Andi Novianto, Fatchul Arifin, Herman Dwi Surjono
Malware detection using deep learning has gained increasing attention due to its ability to generalize to previously unseen threats. However, the vulnerability of deep neural networks to adversarial perturbations poses a significant risk in real-world cybersecurity systems. This study investigates the robustness of convolutional neural network (CNN)-based malware detection models against white-box adversarial attacks, particularly the Fast Gradient Sign Method (FGSM) and Projected Gradient Descent (PGD). We propose a defense-enhanced architecture incorporating dropout, batch normalization, Gaussian noise injection, and adversarial training to improve model stability. Additionally, we apply gradient clipping and a cosine annealing learning rate scheduler to control the training dynamics better.
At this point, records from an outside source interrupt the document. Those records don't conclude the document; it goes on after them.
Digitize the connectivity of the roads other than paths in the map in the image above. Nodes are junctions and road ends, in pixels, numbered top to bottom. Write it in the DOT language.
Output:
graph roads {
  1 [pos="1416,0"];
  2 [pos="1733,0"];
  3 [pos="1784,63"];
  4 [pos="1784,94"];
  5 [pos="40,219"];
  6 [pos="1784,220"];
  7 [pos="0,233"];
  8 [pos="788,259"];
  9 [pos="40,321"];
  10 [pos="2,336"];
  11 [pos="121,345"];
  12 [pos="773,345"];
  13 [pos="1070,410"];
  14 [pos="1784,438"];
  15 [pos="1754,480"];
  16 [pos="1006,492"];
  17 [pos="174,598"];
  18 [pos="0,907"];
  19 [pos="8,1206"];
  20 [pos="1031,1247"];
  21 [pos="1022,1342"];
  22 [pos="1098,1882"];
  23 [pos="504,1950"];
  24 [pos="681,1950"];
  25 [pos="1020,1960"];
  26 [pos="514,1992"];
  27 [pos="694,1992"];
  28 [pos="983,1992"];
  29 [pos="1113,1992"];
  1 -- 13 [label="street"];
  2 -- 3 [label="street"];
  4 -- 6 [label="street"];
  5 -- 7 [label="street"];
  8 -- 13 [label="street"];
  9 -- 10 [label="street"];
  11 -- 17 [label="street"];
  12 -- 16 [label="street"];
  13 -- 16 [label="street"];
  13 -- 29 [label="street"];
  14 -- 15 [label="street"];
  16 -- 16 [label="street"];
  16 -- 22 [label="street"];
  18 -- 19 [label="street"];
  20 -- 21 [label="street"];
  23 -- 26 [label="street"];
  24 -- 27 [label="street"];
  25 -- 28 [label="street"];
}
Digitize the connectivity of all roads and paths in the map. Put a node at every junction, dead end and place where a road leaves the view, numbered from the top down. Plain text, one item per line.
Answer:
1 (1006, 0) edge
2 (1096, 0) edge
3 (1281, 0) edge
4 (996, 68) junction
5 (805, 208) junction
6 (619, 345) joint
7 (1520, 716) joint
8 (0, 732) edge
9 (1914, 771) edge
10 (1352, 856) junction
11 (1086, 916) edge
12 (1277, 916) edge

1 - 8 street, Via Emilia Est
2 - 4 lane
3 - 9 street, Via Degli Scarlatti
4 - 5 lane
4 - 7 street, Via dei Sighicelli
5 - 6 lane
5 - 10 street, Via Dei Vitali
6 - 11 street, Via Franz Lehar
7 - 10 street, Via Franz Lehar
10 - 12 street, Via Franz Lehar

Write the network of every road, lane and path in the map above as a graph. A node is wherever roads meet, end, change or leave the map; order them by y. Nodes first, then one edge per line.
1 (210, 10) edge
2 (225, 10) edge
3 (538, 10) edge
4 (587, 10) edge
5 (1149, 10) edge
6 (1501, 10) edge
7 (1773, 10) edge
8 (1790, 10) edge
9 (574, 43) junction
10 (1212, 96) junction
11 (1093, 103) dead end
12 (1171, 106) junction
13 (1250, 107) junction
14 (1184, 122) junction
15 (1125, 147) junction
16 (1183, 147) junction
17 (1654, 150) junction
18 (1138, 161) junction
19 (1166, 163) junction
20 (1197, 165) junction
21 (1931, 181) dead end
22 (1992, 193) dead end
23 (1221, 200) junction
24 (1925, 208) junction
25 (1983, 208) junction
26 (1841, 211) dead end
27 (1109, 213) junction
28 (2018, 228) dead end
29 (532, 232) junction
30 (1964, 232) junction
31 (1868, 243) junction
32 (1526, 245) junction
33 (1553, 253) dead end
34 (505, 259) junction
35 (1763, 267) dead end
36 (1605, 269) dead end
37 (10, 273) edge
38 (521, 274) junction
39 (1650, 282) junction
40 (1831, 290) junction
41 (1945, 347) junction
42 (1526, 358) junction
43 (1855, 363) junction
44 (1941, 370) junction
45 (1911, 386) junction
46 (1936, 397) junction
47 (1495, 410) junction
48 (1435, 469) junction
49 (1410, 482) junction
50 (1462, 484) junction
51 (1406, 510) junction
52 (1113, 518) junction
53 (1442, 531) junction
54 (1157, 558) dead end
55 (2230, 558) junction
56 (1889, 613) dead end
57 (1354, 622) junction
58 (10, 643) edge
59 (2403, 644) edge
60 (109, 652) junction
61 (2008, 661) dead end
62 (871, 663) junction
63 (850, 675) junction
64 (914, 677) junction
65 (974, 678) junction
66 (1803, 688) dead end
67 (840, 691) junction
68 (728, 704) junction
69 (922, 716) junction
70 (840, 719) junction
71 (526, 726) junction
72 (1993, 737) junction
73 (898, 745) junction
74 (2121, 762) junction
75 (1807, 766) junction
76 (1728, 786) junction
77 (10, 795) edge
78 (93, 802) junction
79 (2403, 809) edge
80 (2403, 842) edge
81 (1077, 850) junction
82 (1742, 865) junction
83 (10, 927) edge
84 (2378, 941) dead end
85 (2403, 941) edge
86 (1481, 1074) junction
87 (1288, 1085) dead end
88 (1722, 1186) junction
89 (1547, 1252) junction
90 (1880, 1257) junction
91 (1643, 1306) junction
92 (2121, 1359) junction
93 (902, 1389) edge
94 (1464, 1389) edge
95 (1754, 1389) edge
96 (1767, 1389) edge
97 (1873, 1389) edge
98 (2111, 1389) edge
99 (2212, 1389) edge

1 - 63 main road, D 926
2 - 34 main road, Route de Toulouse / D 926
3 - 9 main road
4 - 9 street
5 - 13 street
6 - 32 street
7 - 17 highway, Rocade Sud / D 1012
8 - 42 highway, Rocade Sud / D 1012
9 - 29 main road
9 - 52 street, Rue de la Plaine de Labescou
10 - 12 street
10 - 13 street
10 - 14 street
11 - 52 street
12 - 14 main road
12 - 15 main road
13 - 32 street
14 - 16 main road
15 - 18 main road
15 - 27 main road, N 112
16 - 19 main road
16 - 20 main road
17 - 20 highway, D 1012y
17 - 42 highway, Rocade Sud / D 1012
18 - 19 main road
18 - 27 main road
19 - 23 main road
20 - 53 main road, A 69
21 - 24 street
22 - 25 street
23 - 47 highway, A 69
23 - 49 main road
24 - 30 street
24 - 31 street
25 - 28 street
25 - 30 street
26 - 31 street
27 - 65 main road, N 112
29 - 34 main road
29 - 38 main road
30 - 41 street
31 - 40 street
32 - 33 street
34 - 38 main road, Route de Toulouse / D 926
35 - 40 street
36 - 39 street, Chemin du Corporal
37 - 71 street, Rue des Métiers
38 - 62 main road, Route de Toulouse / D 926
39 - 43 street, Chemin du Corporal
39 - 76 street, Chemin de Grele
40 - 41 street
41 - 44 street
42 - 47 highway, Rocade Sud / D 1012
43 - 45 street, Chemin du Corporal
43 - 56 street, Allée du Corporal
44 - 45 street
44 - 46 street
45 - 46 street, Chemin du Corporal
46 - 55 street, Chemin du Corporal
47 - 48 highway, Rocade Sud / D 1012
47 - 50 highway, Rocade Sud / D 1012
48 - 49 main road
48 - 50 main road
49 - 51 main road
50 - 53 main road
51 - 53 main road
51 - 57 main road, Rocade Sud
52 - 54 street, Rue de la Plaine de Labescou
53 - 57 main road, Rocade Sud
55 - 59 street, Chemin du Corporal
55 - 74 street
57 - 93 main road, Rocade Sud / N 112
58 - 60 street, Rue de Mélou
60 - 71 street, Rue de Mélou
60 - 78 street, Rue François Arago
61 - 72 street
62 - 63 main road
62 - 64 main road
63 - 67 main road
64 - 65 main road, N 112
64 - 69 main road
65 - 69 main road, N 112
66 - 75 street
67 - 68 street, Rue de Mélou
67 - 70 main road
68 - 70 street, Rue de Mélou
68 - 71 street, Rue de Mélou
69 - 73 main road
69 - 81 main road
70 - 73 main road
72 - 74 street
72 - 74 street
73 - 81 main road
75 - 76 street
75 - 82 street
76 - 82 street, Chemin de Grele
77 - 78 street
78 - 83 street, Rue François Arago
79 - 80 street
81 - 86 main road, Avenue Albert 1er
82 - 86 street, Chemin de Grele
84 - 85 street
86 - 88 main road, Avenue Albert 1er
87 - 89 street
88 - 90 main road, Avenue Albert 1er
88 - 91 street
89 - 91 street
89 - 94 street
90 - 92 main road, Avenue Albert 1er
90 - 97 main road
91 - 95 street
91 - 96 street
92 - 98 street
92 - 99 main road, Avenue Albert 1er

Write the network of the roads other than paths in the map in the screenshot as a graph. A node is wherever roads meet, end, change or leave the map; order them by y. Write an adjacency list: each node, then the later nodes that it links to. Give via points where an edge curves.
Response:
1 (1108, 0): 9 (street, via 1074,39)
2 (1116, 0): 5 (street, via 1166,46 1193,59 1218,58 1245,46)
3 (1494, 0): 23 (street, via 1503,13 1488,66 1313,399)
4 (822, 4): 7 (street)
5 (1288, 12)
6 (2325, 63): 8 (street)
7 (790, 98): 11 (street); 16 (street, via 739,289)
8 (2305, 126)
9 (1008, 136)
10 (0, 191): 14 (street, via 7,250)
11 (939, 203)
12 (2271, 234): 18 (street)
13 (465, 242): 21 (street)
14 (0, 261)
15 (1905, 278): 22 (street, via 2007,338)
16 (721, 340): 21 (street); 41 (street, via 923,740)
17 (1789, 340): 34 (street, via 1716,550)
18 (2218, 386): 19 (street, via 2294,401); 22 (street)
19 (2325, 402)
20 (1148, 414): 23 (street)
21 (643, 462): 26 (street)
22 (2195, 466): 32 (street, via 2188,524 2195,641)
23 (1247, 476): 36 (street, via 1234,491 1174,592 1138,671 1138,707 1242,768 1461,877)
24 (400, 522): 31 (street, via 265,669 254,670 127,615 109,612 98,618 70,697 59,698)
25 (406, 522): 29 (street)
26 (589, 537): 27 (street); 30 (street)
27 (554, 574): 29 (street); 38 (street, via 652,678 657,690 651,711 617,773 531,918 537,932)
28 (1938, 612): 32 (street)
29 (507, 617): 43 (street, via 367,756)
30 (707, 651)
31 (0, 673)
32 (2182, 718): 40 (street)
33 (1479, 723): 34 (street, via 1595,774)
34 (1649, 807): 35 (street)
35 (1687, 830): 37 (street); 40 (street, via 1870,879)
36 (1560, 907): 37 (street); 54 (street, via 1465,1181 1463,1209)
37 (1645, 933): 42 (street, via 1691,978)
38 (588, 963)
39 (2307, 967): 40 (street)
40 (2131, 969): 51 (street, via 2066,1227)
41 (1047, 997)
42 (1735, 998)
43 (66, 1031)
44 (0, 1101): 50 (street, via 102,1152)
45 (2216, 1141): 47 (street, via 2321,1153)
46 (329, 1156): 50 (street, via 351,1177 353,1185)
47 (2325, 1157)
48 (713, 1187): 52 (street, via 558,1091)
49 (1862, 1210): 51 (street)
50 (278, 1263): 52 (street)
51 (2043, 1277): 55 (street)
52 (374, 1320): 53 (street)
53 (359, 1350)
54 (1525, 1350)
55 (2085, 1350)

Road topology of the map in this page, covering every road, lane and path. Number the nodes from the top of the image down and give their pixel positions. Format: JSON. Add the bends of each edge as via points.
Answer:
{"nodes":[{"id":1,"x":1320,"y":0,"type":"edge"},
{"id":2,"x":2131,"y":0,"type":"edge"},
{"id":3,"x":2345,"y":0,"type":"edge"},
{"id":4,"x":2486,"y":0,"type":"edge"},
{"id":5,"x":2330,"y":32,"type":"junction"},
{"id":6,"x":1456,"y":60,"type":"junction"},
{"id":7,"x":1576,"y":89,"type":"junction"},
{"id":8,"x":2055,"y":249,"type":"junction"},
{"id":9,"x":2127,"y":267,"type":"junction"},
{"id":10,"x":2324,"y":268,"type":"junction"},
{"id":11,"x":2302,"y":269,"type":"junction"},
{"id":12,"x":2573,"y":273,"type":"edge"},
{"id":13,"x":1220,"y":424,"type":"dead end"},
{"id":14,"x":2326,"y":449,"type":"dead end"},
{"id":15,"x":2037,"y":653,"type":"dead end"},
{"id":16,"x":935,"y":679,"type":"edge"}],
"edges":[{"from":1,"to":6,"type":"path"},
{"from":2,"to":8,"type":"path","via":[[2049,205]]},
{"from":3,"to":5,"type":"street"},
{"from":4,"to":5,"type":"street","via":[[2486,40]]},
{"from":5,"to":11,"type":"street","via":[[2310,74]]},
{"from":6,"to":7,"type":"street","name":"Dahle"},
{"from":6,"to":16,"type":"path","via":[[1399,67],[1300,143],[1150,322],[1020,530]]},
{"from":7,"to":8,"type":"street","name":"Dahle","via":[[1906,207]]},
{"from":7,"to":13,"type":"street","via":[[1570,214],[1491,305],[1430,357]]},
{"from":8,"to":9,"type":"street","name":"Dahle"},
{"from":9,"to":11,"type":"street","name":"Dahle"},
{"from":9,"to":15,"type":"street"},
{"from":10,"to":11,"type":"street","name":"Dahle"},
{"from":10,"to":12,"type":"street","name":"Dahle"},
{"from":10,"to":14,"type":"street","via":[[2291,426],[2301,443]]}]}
Experiments are conducted on a labeled Windows Portable Executable (PE) file dataset, and robustness is evaluated based on accuracy degradation and the perturbation threshold required to cause misclassification. Results show that our defense strategies significantly improve resilience against adversarial attacks with minimal performance trade-offs on clean data. These findings highlight the importance of integrating defensive mechanisms into CNN-based malware classifiers to ensure reliability under adversarial conditions. © 2025 IEEE.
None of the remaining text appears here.